> _Task objective_:
Copy each line of the entries below that contains the string "nodes".
═════ Exercise data
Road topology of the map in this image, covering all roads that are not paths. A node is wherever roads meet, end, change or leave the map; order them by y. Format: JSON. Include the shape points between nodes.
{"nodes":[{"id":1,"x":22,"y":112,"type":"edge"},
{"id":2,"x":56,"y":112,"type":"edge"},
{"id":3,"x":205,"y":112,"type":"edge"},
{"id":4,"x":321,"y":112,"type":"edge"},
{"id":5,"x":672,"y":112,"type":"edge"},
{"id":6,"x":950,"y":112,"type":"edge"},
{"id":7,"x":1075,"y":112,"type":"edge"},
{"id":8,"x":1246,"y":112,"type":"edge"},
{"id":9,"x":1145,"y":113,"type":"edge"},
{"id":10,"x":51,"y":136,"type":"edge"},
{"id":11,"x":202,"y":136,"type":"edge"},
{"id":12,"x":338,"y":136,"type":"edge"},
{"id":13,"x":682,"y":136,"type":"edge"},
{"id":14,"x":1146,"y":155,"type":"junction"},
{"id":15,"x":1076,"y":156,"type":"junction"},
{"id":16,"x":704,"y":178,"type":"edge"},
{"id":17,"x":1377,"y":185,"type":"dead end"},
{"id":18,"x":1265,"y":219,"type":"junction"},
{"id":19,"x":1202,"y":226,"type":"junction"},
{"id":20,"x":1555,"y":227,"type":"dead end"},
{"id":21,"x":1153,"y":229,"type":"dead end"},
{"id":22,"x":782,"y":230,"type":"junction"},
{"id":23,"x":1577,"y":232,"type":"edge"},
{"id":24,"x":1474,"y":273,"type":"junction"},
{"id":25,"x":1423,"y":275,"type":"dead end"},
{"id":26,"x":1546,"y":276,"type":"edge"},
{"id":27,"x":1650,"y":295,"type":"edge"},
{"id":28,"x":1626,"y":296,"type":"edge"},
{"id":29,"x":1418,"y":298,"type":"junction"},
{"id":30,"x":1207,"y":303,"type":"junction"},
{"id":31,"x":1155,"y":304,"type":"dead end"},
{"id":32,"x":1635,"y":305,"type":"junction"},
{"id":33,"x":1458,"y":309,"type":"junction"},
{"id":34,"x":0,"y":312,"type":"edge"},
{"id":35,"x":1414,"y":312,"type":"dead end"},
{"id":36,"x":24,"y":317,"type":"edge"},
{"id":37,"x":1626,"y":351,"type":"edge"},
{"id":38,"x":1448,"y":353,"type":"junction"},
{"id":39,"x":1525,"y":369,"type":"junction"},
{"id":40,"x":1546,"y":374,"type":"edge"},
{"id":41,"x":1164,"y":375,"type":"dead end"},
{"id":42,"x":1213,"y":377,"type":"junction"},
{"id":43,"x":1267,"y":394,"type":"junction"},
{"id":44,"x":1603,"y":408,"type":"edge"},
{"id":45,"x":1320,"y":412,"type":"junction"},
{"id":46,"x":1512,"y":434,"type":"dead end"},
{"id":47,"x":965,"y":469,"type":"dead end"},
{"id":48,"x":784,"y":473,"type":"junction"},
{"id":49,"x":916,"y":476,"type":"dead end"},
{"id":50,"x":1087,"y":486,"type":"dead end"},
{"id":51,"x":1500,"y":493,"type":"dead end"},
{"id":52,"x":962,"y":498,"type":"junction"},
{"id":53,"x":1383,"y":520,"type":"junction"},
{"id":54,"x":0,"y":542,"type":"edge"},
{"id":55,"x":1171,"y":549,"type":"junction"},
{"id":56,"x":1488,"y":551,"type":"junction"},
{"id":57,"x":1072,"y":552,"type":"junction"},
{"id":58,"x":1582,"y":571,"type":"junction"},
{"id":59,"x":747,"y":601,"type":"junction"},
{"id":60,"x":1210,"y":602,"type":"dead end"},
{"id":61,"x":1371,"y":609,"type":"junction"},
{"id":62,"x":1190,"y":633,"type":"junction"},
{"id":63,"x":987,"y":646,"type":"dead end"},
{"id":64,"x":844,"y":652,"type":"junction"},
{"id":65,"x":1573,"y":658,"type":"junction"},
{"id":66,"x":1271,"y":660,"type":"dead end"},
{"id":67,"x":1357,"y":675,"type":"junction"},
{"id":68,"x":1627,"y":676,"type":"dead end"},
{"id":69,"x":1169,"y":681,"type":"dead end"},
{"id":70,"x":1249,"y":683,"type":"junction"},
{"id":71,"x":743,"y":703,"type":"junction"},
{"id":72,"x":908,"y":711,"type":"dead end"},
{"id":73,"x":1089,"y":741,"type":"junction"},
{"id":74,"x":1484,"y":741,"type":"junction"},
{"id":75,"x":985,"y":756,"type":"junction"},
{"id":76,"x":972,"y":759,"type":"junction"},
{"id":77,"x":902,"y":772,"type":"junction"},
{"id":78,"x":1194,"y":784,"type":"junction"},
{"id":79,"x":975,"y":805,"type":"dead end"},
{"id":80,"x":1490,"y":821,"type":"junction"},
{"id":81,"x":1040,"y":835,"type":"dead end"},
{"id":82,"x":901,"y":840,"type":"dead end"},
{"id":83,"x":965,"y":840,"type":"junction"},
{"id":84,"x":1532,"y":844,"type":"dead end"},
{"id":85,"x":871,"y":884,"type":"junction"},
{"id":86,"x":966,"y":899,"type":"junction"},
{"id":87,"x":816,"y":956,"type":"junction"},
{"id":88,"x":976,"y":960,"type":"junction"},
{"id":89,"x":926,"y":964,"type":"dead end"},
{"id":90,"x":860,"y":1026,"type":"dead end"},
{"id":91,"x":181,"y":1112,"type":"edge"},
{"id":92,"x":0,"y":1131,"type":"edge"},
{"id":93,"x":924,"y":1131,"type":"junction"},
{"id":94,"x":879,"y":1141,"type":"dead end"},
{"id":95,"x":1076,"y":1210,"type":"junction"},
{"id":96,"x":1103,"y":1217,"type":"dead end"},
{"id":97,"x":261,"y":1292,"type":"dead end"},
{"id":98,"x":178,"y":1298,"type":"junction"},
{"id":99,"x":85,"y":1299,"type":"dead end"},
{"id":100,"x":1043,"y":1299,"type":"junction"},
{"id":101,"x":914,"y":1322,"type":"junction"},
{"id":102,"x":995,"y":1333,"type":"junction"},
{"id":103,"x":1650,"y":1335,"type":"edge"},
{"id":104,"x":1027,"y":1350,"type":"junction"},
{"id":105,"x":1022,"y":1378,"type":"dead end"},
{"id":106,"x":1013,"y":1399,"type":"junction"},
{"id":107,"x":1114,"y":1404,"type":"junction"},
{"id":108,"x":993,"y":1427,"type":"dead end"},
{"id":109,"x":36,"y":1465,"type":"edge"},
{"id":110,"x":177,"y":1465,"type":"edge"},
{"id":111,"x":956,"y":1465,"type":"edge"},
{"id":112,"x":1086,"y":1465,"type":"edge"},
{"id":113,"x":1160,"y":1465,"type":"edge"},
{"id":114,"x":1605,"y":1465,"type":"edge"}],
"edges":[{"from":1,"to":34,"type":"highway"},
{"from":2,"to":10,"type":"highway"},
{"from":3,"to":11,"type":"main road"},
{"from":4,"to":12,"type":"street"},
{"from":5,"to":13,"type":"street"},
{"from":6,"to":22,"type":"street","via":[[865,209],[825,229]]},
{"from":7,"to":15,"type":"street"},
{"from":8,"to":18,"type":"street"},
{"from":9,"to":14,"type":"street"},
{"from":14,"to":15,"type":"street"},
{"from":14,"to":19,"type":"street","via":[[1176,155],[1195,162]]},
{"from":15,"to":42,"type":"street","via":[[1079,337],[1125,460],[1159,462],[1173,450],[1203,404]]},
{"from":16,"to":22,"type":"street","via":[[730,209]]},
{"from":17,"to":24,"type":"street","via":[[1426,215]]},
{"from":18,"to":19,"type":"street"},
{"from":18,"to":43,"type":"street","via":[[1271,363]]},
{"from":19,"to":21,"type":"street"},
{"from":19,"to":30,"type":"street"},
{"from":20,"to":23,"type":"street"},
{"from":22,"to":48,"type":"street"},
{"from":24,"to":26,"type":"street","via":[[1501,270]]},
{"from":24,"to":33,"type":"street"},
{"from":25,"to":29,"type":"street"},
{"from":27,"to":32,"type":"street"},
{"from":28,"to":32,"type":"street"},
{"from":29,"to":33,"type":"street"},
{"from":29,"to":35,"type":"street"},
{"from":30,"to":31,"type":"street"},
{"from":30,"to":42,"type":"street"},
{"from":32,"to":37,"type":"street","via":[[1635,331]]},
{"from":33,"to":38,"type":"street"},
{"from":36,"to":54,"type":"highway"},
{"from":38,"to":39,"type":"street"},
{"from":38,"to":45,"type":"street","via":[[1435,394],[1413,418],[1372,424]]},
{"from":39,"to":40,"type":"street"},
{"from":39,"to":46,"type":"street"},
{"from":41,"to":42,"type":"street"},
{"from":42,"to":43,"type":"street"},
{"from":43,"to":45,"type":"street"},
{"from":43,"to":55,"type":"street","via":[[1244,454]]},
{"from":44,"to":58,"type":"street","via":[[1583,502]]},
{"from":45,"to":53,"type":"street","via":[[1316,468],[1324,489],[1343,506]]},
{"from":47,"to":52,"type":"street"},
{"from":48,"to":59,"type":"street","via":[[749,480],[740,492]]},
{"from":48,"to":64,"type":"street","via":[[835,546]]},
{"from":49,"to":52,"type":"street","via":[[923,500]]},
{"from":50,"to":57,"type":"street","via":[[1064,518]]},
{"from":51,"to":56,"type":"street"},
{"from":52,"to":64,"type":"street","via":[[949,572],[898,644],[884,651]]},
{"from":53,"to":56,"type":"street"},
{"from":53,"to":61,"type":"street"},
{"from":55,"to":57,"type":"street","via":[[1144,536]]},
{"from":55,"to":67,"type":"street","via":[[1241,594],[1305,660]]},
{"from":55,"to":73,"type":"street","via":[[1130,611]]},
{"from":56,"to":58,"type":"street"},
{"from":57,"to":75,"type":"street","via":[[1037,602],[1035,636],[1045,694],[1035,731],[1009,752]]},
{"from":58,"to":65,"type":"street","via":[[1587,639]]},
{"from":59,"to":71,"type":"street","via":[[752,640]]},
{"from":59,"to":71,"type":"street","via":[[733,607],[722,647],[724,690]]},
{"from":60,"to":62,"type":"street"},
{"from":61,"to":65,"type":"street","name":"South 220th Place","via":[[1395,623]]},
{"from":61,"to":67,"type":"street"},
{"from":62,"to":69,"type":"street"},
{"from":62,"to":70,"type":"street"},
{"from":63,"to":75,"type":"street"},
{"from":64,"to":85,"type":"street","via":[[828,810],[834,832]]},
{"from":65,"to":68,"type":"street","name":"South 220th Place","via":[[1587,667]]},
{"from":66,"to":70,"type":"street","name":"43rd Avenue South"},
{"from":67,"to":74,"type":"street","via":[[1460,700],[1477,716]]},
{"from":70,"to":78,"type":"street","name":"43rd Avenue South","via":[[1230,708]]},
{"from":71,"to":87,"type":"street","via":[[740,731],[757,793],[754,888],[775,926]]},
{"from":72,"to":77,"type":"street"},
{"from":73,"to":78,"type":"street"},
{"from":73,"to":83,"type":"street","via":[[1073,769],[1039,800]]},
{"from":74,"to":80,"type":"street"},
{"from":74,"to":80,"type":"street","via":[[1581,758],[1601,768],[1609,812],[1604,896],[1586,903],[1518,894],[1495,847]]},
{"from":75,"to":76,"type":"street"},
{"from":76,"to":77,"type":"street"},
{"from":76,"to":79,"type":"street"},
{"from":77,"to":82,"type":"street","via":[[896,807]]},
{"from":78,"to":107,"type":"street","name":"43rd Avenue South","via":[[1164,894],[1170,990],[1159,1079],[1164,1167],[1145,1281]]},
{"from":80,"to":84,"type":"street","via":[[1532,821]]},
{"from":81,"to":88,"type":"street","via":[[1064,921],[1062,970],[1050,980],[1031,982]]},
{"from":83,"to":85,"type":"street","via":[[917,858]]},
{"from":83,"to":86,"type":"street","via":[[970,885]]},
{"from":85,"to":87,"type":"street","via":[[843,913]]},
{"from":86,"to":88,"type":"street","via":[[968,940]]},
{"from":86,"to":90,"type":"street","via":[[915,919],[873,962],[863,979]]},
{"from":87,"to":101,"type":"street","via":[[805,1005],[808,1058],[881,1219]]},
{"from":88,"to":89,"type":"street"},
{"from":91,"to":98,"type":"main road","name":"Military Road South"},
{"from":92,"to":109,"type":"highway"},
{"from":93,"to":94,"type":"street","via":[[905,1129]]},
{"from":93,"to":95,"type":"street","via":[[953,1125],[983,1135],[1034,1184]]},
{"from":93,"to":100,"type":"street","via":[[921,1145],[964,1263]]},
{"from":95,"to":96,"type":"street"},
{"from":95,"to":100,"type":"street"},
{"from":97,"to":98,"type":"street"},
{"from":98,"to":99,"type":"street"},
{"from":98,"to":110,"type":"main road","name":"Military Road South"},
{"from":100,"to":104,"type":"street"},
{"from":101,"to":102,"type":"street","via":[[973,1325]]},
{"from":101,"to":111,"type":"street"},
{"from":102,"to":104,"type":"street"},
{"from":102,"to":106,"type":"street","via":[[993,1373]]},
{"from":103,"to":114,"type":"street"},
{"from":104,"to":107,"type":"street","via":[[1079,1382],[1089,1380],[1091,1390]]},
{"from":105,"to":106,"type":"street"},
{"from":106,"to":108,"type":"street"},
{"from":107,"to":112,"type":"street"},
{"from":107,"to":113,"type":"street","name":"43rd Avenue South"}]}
══════════
> _Response_:
Road topology of the map in this image, covering all roads that are not paths. A node is wherever roads meet, end, change or leave the map; order them by y. Format: JSON. Include the shape points between nodes.
{"nodes":[{"id":1,"x":22,"y":112,"type":"edge"},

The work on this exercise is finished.